Professor's Perspective | Song Qinghua, Zhou Xueqin: Can Financial Technology Enhance the Inclusive Green Total Factor Productivity of Cities?

Source

Journal of Zhongnan University of Economics and Law, Issue No. 2, 2024

 

Author

Song Qinghua (Zhongnan University of Economics and Law)

Zhou Xueqin (Zhongnan University of Economics and Law)

 

Content Abstract

During the critical period of China's economic transformation, it is essential to achieve inclusive growth that promotes equitable social welfare and coordinated urban-rural development, as well as green development that embodies low-carbon, environmentally-friendly practices, and reduced emissions. The question arises: Can financial technology (fintech) simultaneously foster inclusive economic growth and green development, thereby enhancing the inclusive green total factor productivity of cities? And if so, what mechanisms are involved? Does the disparity in urban resource endowments lead to differential impacts of financial technology on inclusive green total factor productivity?

 

To address these questions, this paper empirically examines the impact and mechanisms of financial technology on the inclusive green total factor productivity of cities, utilizing data from 284 prefecture-level and above cities in China from 2011 to 2019. The findings indicate a significant promotion of inclusive green total factor productivity by financial technology, mainly reflected in the substantial improvement of the technological progress index. This conclusion remains robust after a series of endogeneity treatments and robustness checks. Mechanism analysis reveals that financial technology can enhance inclusive green total factor productivity by fostering green innovation, increasing environmental protection investments, and stimulating entrepreneurial vitality. Heterogeneity analysis shows that the enhancement effect of financial technology on inclusive green total factor productivity is more pronounced in cities with higher levels of human capital, financial development, and infrastructure.

 

Based on these findings, the paper proposes the following policy implications. First, actively promote the construction of a financial technology service system to optimize the effect of fintech on inclusive green total factor productivity. Government departments should accelerate the regulated application of technologies such as cloud computing, big data, blockchain, and artificial intelligence, enhancing the execution efficiency of fintech. This would enable the profound integration of finance and technology and fully leverage the comprehensive empowerment effect of fintech on the inclusive green total factor productivity of cities. Second, enhance the innovative and entrepreneurial vigor of urban economic entities and broaden the transmission pathways between financial technology and inclusive green economic growth. Financial technology should be guided to provide sufficient funds for various urban economic entities to conduct green innovation and environmental protection investments. Opportunities and resources for entrepreneurship should also be provided to residents in remote areas, thus enhancing regional innovation and entrepreneurship and improving the inclusive green total factor productivity of cities.

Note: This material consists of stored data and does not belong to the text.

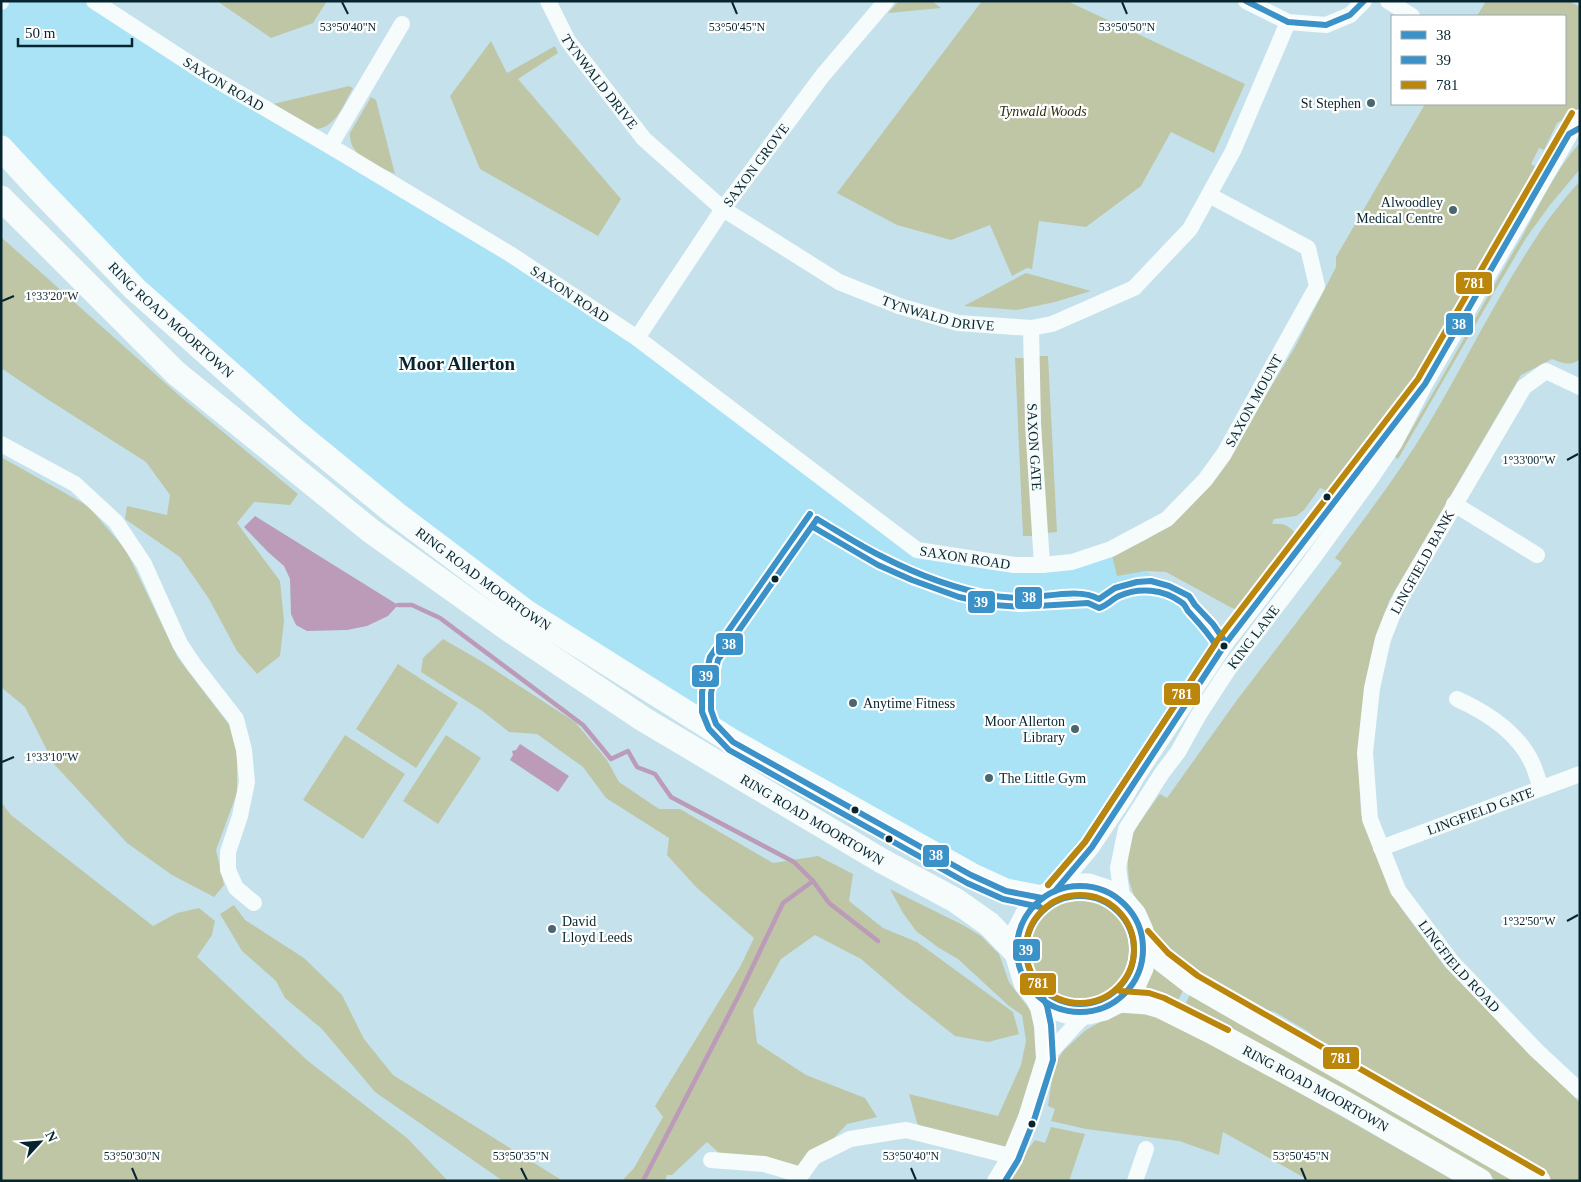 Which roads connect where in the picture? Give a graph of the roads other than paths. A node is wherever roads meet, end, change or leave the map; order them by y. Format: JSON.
{"nodes":[{"id":1,"x":94,"y":1,"type":"edge"},
{"id":2,"x":548,"y":1,"type":"edge"},
{"id":3,"x":886,"y":1,"type":"edge"},
{"id":4,"x":1246,"y":1,"type":"edge"},
{"id":5,"x":1364,"y":1,"type":"edge"},
{"id":6,"x":1388,"y":1,"type":"edge"},
{"id":7,"x":1410,"y":15,"type":"edge"},
{"id":8,"x":1288,"y":22,"type":"junction"},
{"id":9,"x":402,"y":24,"type":"dead end"},
{"id":10,"x":1580,"y":117,"type":"edge"},
{"id":11,"x":1574,"y":131,"type":"edge"},
{"id":12,"x":330,"y":146,"type":"junction"},
{"id":13,"x":1,"y":148,"type":"edge"},
{"id":14,"x":1208,"y":195,"type":"junction"},
{"id":15,"x":1,"y":198,"type":"edge"},
{"id":16,"x":723,"y":209,"type":"junction"},
{"id":17,"x":1030,"y":328,"type":"junction"},
{"id":18,"x":637,"y":338,"type":"junction"},
{"id":19,"x":1577,"y":379,"type":"edge"},
{"id":20,"x":1425,"y":384,"type":"junction"},
{"id":21,"x":1,"y":444,"type":"edge"},
{"id":22,"x":1454,"y":504,"type":"junction"},
{"id":23,"x":1537,"y":555,"type":"dead end"},
{"id":24,"x":1042,"y":566,"type":"junction"},
{"id":25,"x":1457,"y":699,"type":"dead end"},
{"id":26,"x":1580,"y":774,"type":"edge"},
{"id":27,"x":1541,"y":788,"type":"junction"},
{"id":28,"x":1370,"y":819,"type":"joint"},
{"id":29,"x":1381,"y":848,"type":"junction"},
{"id":30,"x":1049,"y":894,"type":"junction"},
{"id":31,"x":1123,"y":902,"type":"junction"},
{"id":32,"x":254,"y":903,"type":"dead end"},
{"id":33,"x":1142,"y":937,"type":"junction"},
{"id":34,"x":1017,"y":953,"type":"junction"},
{"id":35,"x":1026,"y":983,"type":"junction"},
{"id":36,"x":1119,"y":1000,"type":"junction"},
{"id":37,"x":1088,"y":1012,"type":"junction"},
{"id":38,"x":1044,"y":1059,"type":"junction"},
{"id":39,"x":1580,"y":1092,"type":"edge"},
{"id":40,"x":1146,"y":1149,"type":"dead end"},
{"id":41,"x":1010,"y":1156,"type":"junction"},
{"id":42,"x":712,"y":1160,"type":"dead end"},
{"id":43,"x":803,"y":1178,"type":"edge"},
{"id":44,"x":995,"y":1181,"type":"edge"},
{"id":45,"x":1135,"y":1181,"type":"edge"},
{"id":46,"x":1480,"y":1181,"type":"edge"},
{"id":47,"x":1538,"y":1181,"type":"edge"}],
"edges":[{"from":1,"to":12,"type":"street","name":"SAXON ROAD"},
{"from":2,"to":16,"type":"street","name":"TYNWALD DRIVE"},
{"from":3,"to":16,"type":"street","name":"SAXON GROVE"},
{"from":4,"to":8,"type":"street"},
{"from":5,"to":8,"type":"street"},
{"from":6,"to":7,"type":"street"},
{"from":8,"to":14,"type":"street","name":"TYNWALD DRIVE"},
{"from":9,"to":12,"type":"street"},
{"from":10,"to":11,"type":"street","name":"KING LANE"},
{"from":11,"to":20,"type":"street","name":"KING LANE"},
{"from":12,"to":18,"type":"street","name":"SAXON ROAD"},
{"from":13,"to":30,"type":"highway","name":"RING ROAD MOORTOWN"},
{"from":14,"to":17,"type":"street","name":"TYNWALD DRIVE"},
{"from":14,"to":24,"type":"street","name":"SAXON MOUNT"},
{"from":15,"to":34,"type":"highway","name":"RING ROAD MOORTOWN"},
{"from":16,"to":17,"type":"street","name":"TYNWALD DRIVE"},
{"from":16,"to":18,"type":"street","name":"SAXON GROVE"},
{"from":17,"to":24,"type":"street","name":"SAXON GATE"},
{"from":18,"to":24,"type":"street","name":"SAXON ROAD"},
{"from":19,"to":22,"type":"street","name":"LINGFIELD BANK"},
{"from":20,"to":30,"type":"street","name":"KING LANE"},
{"from":20,"to":31,"type":"street","name":"KING LANE"},
{"from":21,"to":32,"type":"street"},
{"from":22,"to":23,"type":"street"},
{"from":22,"to":28,"type":"street","name":"LINGFIELD BANK"},
{"from":25,"to":27,"type":"street"},
{"from":26,"to":27,"type":"street","name":"LINGFIELD GATE"},
{"from":27,"to":29,"type":"street","name":"LINGFIELD GATE"},
{"from":28,"to":29,"type":"street","name":"LINGFIELD ROAD"},
{"from":29,"to":39,"type":"street","name":"LINGFIELD ROAD"},
{"from":30,"to":31,"type":"highway"},
{"from":30,"to":34,"type":"highway"},
{"from":31,"to":33,"type":"highway"},
{"from":33,"to":36,"type":"highway"},
{"from":33,"to":47,"type":"highway"},
{"from":34,"to":35,"type":"highway"},
{"from":35,"to":37,"type":"highway"},
{"from":35,"to":38,"type":"street"},
{"from":36,"to":37,"type":"highway"},
{"from":36,"to":46,"type":"highway","name":"RING ROAD MOORTOWN"},
{"from":37,"to":38,"type":"street"},
{"from":38,"to":41,"type":"street"},
{"from":40,"to":45,"type":"street"},
{"from":41,"to":43,"type":"street"},
{"from":41,"to":44,"type":"street"},
{"from":42,"to":43,"type":"street"}]} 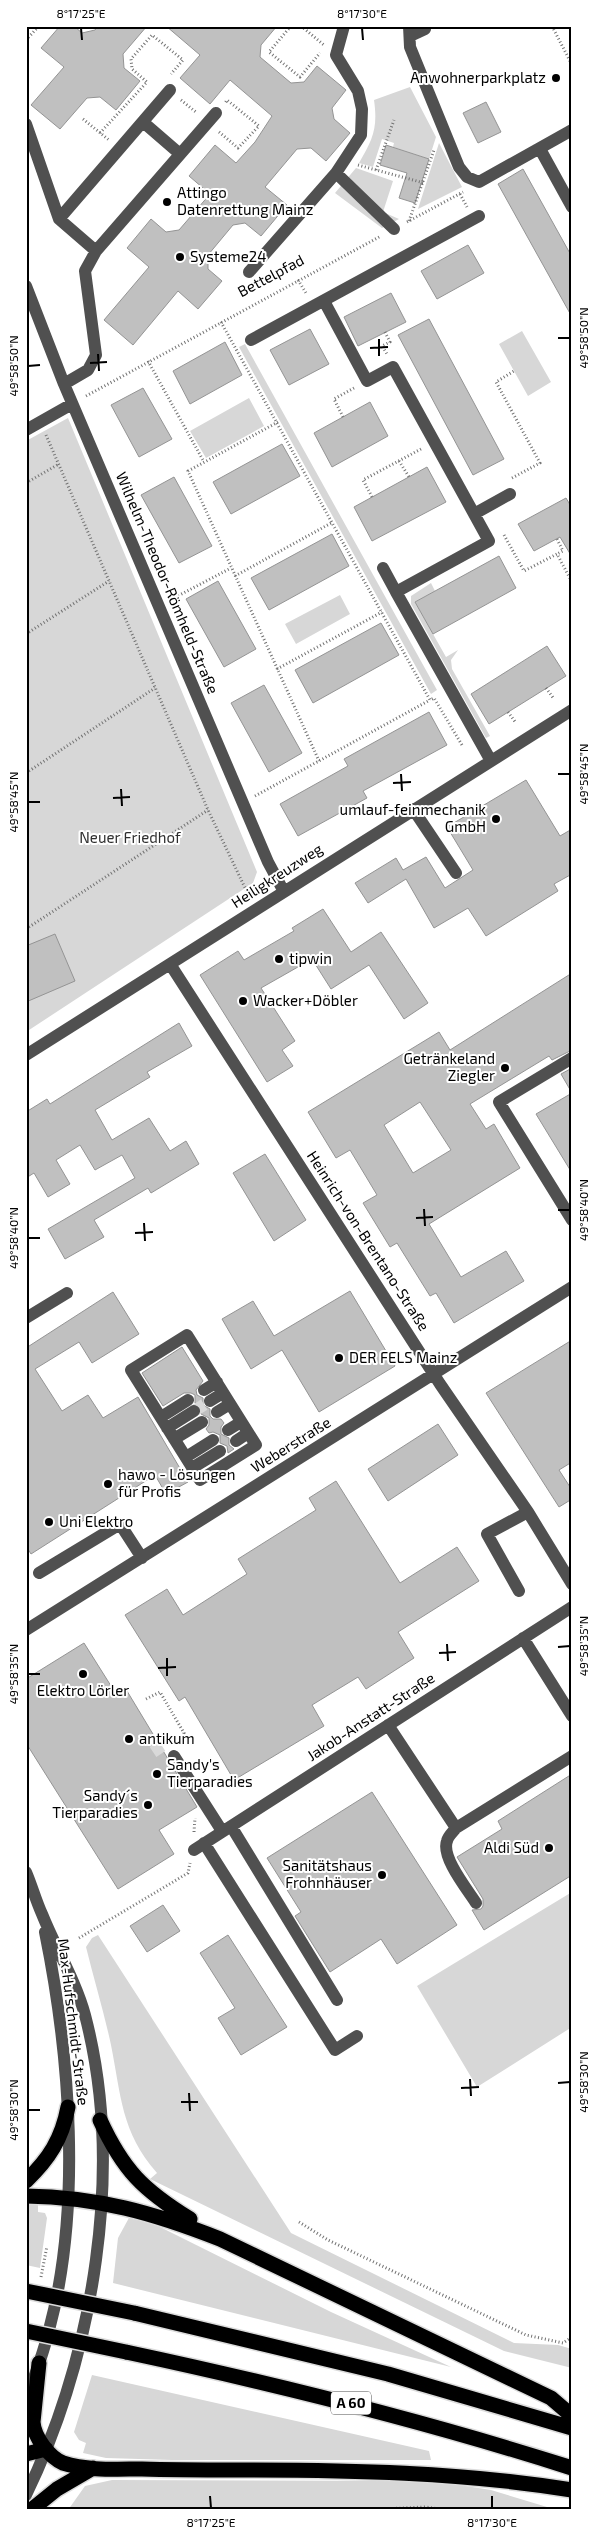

Third, considering the actual resource endowment of cities, fully exert the demonstrative and leading role of financial technology innovation pilot cities. Government departments should consider the differences in resource endowment among cities, providing necessary support in human, financial, and material resources to enable fintech and better achieve the goal of unleashing new dynamics of economic green development and inclusive growth through financial technology.

 

The main contributions of this paper are as follows. First, while existing research focuses mainly on the impact of financial technology on total factor productivity, green total factor productivity, or inclusive total factor productivity, this paper incorporates both green development and inclusive growth. It discusses the enhancement effect of financial technology on inclusive green total factor productivity from both theoretical and empirical perspectives, enriching the research on the economic consequences of fintech and supplementing the factors influencing inclusive green total factor productivity. Second, existing literature mainly analyzes the spatiotemporal evolution characteristics of inclusive green total factor productivity, with less focus on the specific pathways through which financial technology influences it. This paper investigates the mechanism of fintech's impact on inclusive green total factor productivity from multiple angles, such as green innovation, environmental investment, and entrepreneurial vitality, providing empirical evidence for fintech to break geographical limitations and achieve regional coordinated development and inclusive green growth objectives. Third, unlike existing literature that measures undesirable outputs from a single perspective, this paper introduces both environmental pollution and social injustice as undesirable outputs into the economic growth model, calculating inclusive green total factor productivity at the city level. This not only comprehensively reflects the characteristics of urban economic green development and inclusive growth but also provides an important reference for constructing a high-quality urban economic development indicator system.